-- TASK GOAL --
Among the lines of the material below, count those with the string "street". Give the number alone.

-- EXTRACTED ENTRIES --

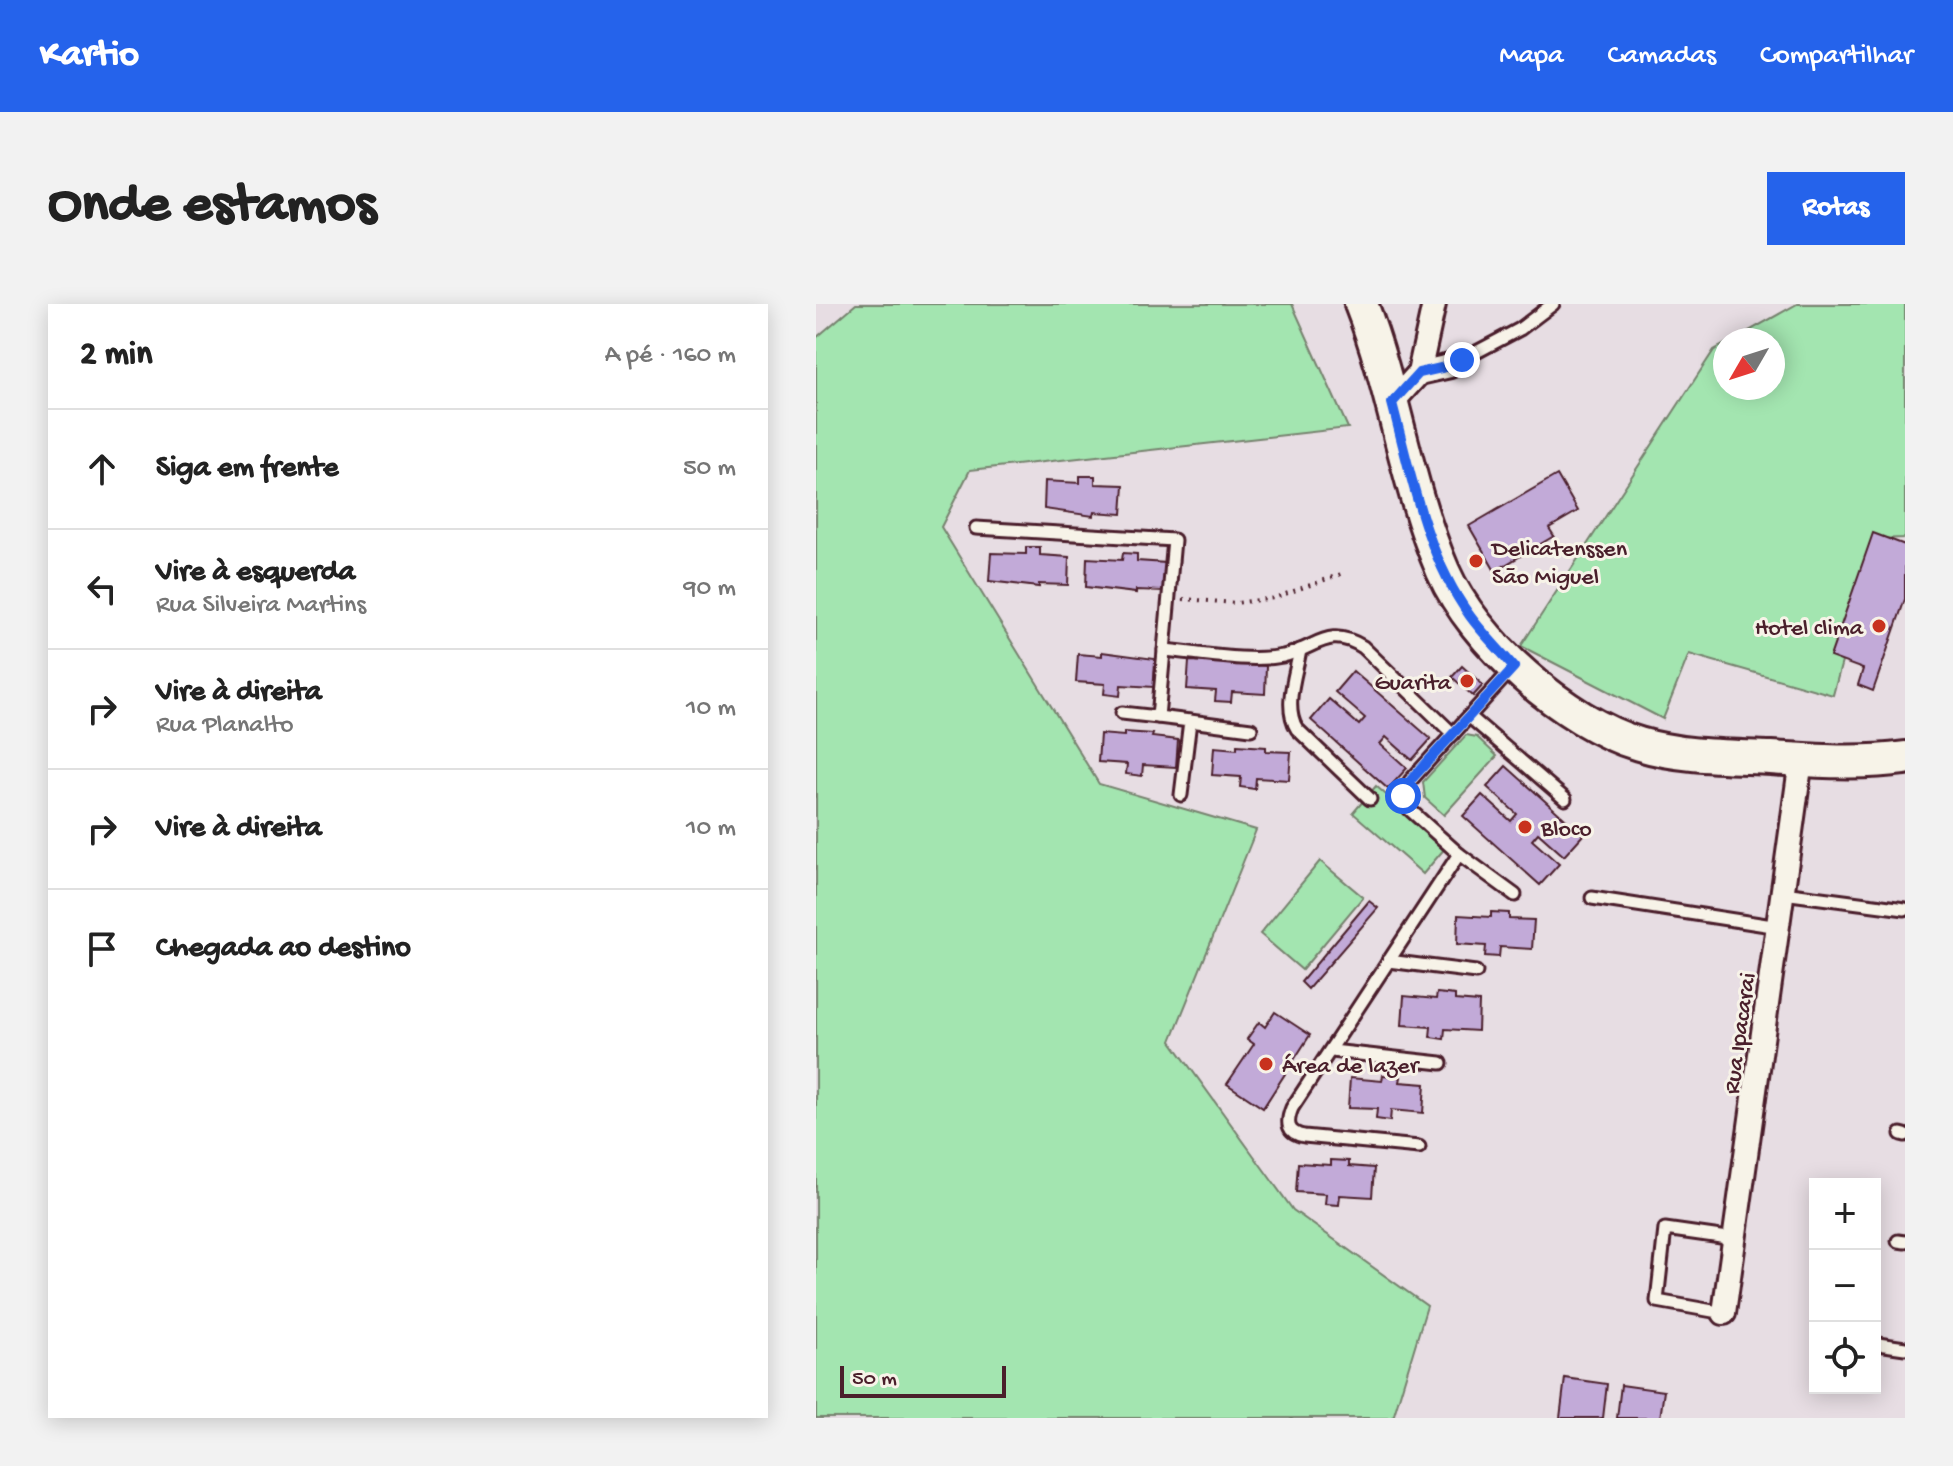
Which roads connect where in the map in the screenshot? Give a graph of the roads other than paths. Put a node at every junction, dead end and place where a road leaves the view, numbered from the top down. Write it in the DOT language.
graph roads {
  1 [pos="1361,304"];
  2 [pos="1434,304"];
  3 [pos="1553,304"];
  4 [pos="1450,366"];
  5 [pos="1419,373"];
  6 [pos="1392,403"];
  7 [pos="976,528"];
  8 [pos="1164,650"];
  9 [pos="1300,650"];
  10 [pos="1514,667"];
  11 [pos="1122,713"];
  12 [pos="1158,717"];
  13 [pos="1470,717"];
  14 [pos="1190,721"];
  15 [pos="1251,729"];
  16 [pos="1453,734"];
  17 [pos="1905,758"];
  18 [pos="1801,760"];
  19 [pos="1181,795"];
  20 [pos="1370,799"];
  21 [pos="1565,799"];
  22 [pos="1459,854"];
  23 [pos="1783,893"];
  24 [pos="1515,895"];
  25 [pos="1592,898"];
  26 [pos="1905,909"];
  27 [pos="1779,927"];
  28 [pos="1388,961"];
  29 [pos="1476,972"];
  30 [pos="1332,1051"];
  31 [pos="1441,1063"];
  32 [pos="1419,1147"];
  33 [pos="1735,1239"];
  34 [pos="1724,1313"];
  35 [pos="1881,1344"];
  36 [pos="1905,1348"];
  1 -- 6 [label="main road"];
  2 -- 5 [label="street"];
  3 -- 4 [label="lane"];
  4 -- 5 [label="street"];
  5 -- 6 [label="street"];
  6 -- 10 [label="main road"];
  7 -- 8 [label="lane"];
  8 -- 9 [label="lane"];
  8 -- 12 [label="lane"];
  9 -- 16 [label="lane"];
  9 -- 20 [label="lane"];
  10 -- 13 [label="lane"];
  10 -- 18 [label="main road"];
  11 -- 12 [label="lane"];
  12 -- 14 [label="lane"];
  13 -- 16 [label="lane"];
  13 -- 21 [label="lane"];
  14 -- 15 [label="lane"];
  14 -- 19 [label="lane"];
  16 -- 22 [label="lane"];
  17 -- 18 [label="main road"];
  18 -- 23 [label="street, Rua Ipacarai"];
  22 -- 24 [label="lane"];
  22 -- 28 [label="lane"];
  23 -- 26 [label="lane"];
  23 -- 27 [label="street, Rua Ipacarai"];
  25 -- 27 [label="lane"];
  27 -- 33 [label="street, Rua Ipacarai"];
  28 -- 29 [label="lane"];
  28 -- 30 [label="lane"];
  30 -- 31 [label="lane"];
  30 -- 32 [label="lane"];
  33 -- 34 [label="street, Rua Ipacarai"];
  33 -- 34 [label="lane"];
  35 -- 36 [label="lane"];
}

-- FINAL ANSWER --
7